__What is expected__.
Copy exactly the lines of the records below, and only those lines, beginning with the line that contains "index dip: (911, 763)" and ending with the line that contains "ring dip: (1053, 942)".

__Input material__.
- Opening Delimiter -

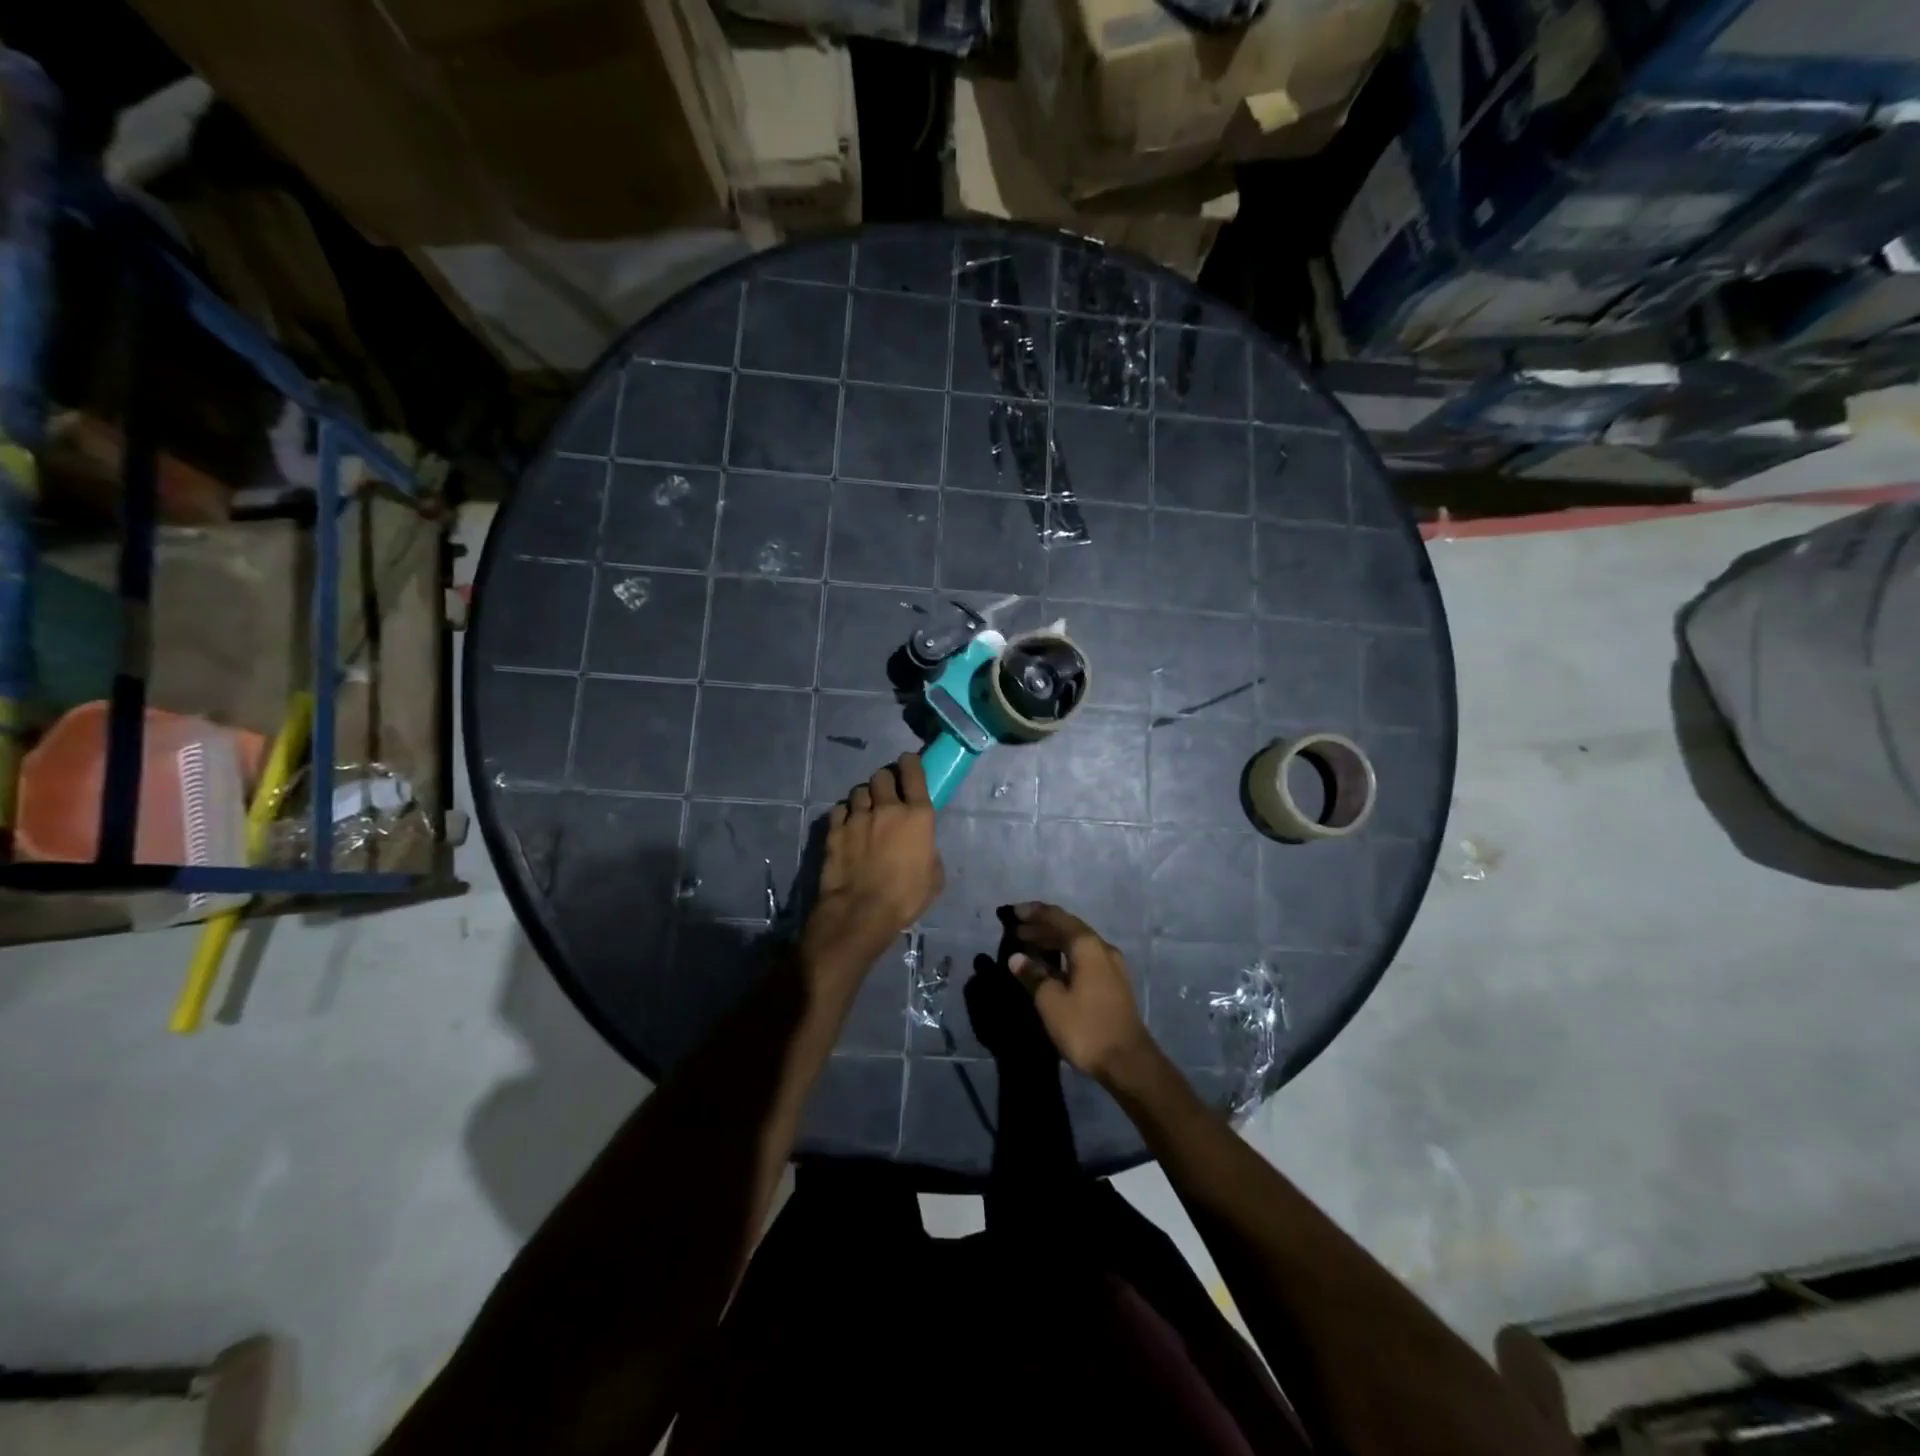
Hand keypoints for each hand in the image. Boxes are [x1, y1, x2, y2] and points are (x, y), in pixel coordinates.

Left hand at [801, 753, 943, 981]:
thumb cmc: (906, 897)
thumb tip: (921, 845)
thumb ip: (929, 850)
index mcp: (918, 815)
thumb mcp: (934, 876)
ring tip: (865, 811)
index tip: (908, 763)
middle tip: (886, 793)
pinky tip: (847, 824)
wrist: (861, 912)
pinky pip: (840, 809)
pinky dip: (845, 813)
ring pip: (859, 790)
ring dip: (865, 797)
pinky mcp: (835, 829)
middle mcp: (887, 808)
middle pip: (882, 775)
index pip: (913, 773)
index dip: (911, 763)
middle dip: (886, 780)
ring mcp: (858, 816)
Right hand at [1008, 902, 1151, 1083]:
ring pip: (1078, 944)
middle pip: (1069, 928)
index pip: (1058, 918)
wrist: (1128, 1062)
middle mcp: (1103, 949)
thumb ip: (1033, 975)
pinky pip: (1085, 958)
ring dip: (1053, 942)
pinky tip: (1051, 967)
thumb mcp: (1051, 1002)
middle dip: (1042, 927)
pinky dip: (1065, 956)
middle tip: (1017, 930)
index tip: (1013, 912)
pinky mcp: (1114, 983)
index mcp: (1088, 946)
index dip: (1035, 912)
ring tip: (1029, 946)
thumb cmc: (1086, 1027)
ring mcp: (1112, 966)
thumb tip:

- Closing Delimiter -

__Solution to this task__.
index dip: (911, 763)
middle dip: (886, 780)
ring mcp: (858, 816)
Right hand at [1008, 902, 1151, 1083]:
ring pip: (1078, 944)
middle pip: (1069, 928)
index pip: (1058, 918)
wrist: (1128, 1062)
middle mcp: (1103, 949)
thumb ip: (1033, 975)
pinky pip: (1085, 958)
ring dip: (1053, 942)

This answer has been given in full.